BRIEF: Once the line containing "ctx.fillRect(x, y, w, h);" is found in the records below, return it and each following line exactly, up to and including the line containing "into shape, then", and nothing else.

Records from a data source
○ ○ ○
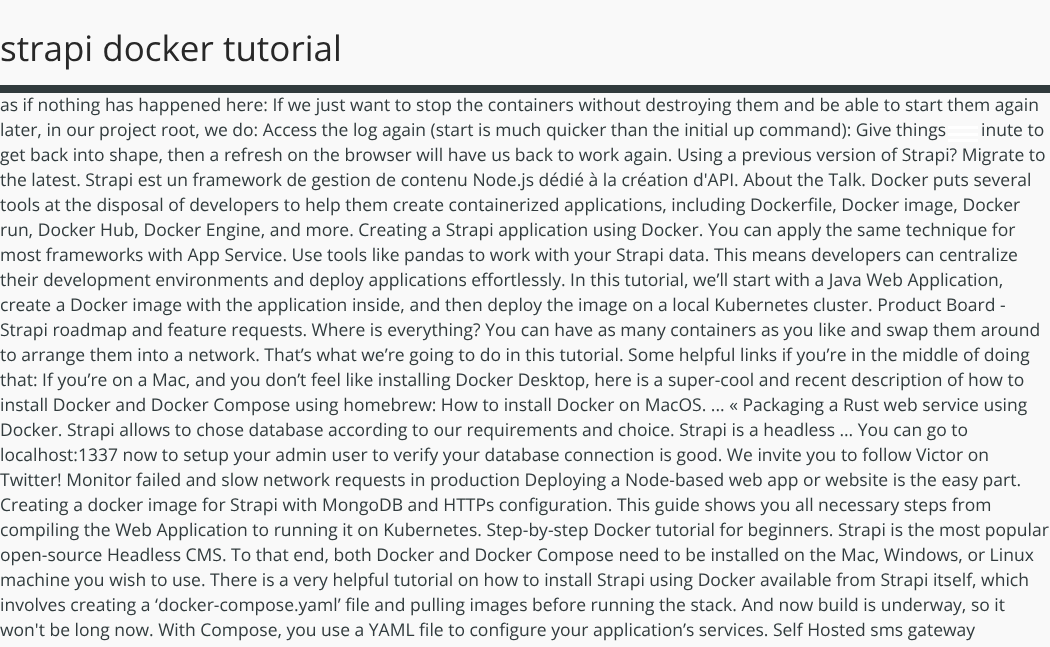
<!DOCTYPE html>
<meta charset="utf-8">
<style>body { margin: 0 } canvas { display: block }</style>
<canvas id="canvas" width="1050" height="647"></canvas>
<script>
window.onload = function () {
	const canvas = document.getElementById("canvas");
	const ctx = canvas.getContext("2d");
	ctx.miterLimit = 4;
	ctx.fontKerning = "normal";
	function txt(s, x, y) {
		ctx.fillText(s, x, y);
	}
	function fill(x, y, w, h) {
		ctx.fillRect(x, y, w, h);
	}

	ctx.fillStyle = "#F9F9F9";
	fill(0, 0, 1050, 647);
	ctx.fillStyle = "#313B3D";
	fill(0, 85, 1050, 8);
	ctx.fillStyle = "#FFFFFF";
	fill(948, 133, 30, 3);
	fill(948, 126, 30, 3);
	fill(948, 139, 30, 3);
	ctx.font = "35px Open Sans";
	ctx.fillStyle = "#282828";
	txt("strapi docker tutorial", 0, 61);
	ctx.font = "17.5px Open Sans";
	ctx.fillStyle = "#313B3D";
	txt("as if nothing has happened here: If we just want to stop the containers without destroying them and be able to start them again", 0, 111);
	txt("later, in our project root, we do: Access the log again (start is much quicker than the initial up command): Give things", 0, 136);
	txt("inute to", 981, 136);
	txt("get back into shape, then a refresh on the browser will have us back to work again. Using a previous version of Strapi? Migrate to", 0, 161);
	txt("the latest. Strapi est un framework de gestion de contenu Node.js dédié à la création d'API. About the Talk. Docker puts several", 0, 186);
	txt("tools at the disposal of developers to help them create containerized applications, including Dockerfile, Docker image, Docker", 0, 211);
	txt("run, Docker Hub, Docker Engine, and more. Creating a Strapi application using Docker. You can apply the same technique for", 0, 236);
	txt("most frameworks with App Service. Use tools like pandas to work with your Strapi data. This means developers can centralize", 0, 261);
	txt("their development environments and deploy applications effortlessly. In this tutorial, we’ll start with a Java Web Application,", 0, 286);
	txt("create a Docker image with the application inside, and then deploy the image on a local Kubernetes cluster. Product Board -", 0, 311);
	txt("Strapi roadmap and feature requests. Where is everything? You can have as many containers as you like and swap them around", 0, 336);
	txt("to arrange them into a network. That’s what we’re going to do in this tutorial. Some helpful links if you’re in the middle of doing", 0, 361);
	txt("that: If you’re on a Mac, and you don’t feel like installing Docker Desktop, here is a super-cool and recent description of how to", 0, 386);
	txt("install Docker and Docker Compose using homebrew: How to install Docker on MacOS. ... « Packaging a Rust web service using", 0, 411);
	txt("Docker. Strapi allows to chose database according to our requirements and choice. Strapi is a headless … You can go to", 0, 436);
	txt("localhost:1337 now to setup your admin user to verify your database connection is good. We invite you to follow Victor on", 0, 461);
	txt("Twitter! Monitor failed and slow network requests in production Deploying a Node-based web app or website is the easy part.", 0, 486);
	txt("Creating a docker image for Strapi with MongoDB and HTTPs configuration. This guide shows you all necessary steps from", 0, 511);
	txt("compiling the Web Application to running it on Kubernetes. Step-by-step Docker tutorial for beginners. Strapi is the most popular", 0, 536);
	txt("open-source Headless CMS. To that end, both Docker and Docker Compose need to be installed on the Mac, Windows, or Linux", 0, 561);
	txt("machine you wish to use. There is a very helpful tutorial on how to install Strapi using Docker available from Strapi itself, which", 0, 586);
	txt("involves creating a ‘docker-compose.yaml’ file and pulling images before running the stack. And now build is underway, so it", 0, 611);
	txt("won't be long now. With Compose, you use a YAML file to configure your application’s services. Self Hosted sms gateway", 0, 636);
};
</script>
○ ○ ○
WORKED SOLUTION:
		ctx.fillRect(x, y, w, h);
	}

	ctx.fillStyle = "#F9F9F9";
	fill(0, 0, 1050, 647);
	ctx.fillStyle = "#313B3D";
	fill(0, 85, 1050, 8);
	ctx.fillStyle = "#FFFFFF";
	fill(948, 133, 30, 3);
	fill(948, 126, 30, 3);
	fill(948, 139, 30, 3);
	ctx.font = "35px Open Sans";
	ctx.fillStyle = "#282828";
	txt("strapi docker tutorial", 0, 61);
	ctx.font = "17.5px Open Sans";
	ctx.fillStyle = "#313B3D";
	txt("as if nothing has happened here: If we just want to stop the containers without destroying them and be able to start them again", 0, 111);
	txt("later, in our project root, we do: Access the log again (start is much quicker than the initial up command): Give things", 0, 136);
	txt("inute to", 981, 136);
	txt("get back into shape, then a refresh on the browser will have us back to work again. Using a previous version of Strapi? Migrate to", 0, 161);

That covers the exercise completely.